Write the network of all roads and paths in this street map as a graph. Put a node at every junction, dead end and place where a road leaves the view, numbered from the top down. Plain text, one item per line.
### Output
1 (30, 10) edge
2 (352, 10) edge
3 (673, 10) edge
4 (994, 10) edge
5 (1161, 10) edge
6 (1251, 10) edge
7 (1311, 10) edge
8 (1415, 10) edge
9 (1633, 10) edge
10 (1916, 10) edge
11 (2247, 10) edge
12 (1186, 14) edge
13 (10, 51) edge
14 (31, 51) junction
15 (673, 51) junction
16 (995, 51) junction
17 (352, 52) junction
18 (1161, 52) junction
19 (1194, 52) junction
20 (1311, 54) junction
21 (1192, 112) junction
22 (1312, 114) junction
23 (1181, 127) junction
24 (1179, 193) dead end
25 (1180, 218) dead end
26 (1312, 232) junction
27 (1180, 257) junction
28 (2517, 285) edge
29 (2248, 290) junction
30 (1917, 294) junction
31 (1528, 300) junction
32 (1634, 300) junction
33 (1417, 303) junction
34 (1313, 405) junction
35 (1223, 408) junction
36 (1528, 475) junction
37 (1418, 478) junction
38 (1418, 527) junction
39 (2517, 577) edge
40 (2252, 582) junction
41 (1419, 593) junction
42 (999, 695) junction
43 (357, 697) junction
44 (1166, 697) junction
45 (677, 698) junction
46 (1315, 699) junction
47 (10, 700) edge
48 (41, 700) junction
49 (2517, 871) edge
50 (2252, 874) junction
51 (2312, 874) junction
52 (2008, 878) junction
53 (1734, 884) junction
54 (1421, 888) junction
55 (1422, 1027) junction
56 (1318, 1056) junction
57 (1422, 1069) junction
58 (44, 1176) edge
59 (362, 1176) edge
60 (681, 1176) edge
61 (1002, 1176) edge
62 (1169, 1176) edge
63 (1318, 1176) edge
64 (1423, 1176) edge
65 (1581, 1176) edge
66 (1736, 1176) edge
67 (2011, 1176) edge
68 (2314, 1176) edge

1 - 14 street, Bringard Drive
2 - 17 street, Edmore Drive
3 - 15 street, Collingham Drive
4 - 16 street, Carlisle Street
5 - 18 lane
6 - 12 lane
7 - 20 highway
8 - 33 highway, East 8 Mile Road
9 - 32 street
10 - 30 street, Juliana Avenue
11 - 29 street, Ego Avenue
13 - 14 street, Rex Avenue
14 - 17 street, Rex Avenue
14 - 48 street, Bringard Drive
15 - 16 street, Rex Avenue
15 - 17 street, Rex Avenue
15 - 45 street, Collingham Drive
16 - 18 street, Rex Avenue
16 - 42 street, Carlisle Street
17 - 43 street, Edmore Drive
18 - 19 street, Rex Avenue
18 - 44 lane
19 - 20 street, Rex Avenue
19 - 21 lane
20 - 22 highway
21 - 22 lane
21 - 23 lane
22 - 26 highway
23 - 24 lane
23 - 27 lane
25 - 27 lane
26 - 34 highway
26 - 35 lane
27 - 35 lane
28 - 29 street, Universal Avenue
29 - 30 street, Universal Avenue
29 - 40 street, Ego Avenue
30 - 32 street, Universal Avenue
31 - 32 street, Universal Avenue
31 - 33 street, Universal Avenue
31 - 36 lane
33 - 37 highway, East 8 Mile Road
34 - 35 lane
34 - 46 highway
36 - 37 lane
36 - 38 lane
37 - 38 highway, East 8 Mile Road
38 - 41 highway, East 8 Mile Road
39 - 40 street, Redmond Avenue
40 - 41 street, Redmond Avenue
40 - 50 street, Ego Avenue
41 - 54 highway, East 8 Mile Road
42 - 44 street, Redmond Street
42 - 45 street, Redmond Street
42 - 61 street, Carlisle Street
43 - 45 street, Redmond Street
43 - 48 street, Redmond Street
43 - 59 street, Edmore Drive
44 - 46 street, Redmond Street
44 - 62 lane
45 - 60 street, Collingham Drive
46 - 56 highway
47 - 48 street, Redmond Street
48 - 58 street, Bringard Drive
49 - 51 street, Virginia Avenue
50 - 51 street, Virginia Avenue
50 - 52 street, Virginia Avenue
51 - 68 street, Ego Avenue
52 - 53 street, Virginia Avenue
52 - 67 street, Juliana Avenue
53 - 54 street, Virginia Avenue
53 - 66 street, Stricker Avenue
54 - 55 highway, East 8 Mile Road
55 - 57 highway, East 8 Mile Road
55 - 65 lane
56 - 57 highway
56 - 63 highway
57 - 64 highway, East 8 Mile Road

→ **What the exercise asks**: The records are given above. Copy each line in them that holds "Drive".

→ **Task answer**:
1 - 14 street, Bringard Drive
2 - 17 street, Edmore Drive
3 - 15 street, Collingham Drive
14 - 48 street, Bringard Drive
15 - 45 street, Collingham Drive
17 - 43 street, Edmore Drive
43 - 59 street, Edmore Drive
45 - 60 street, Collingham Drive
48 - 58 street, Bringard Drive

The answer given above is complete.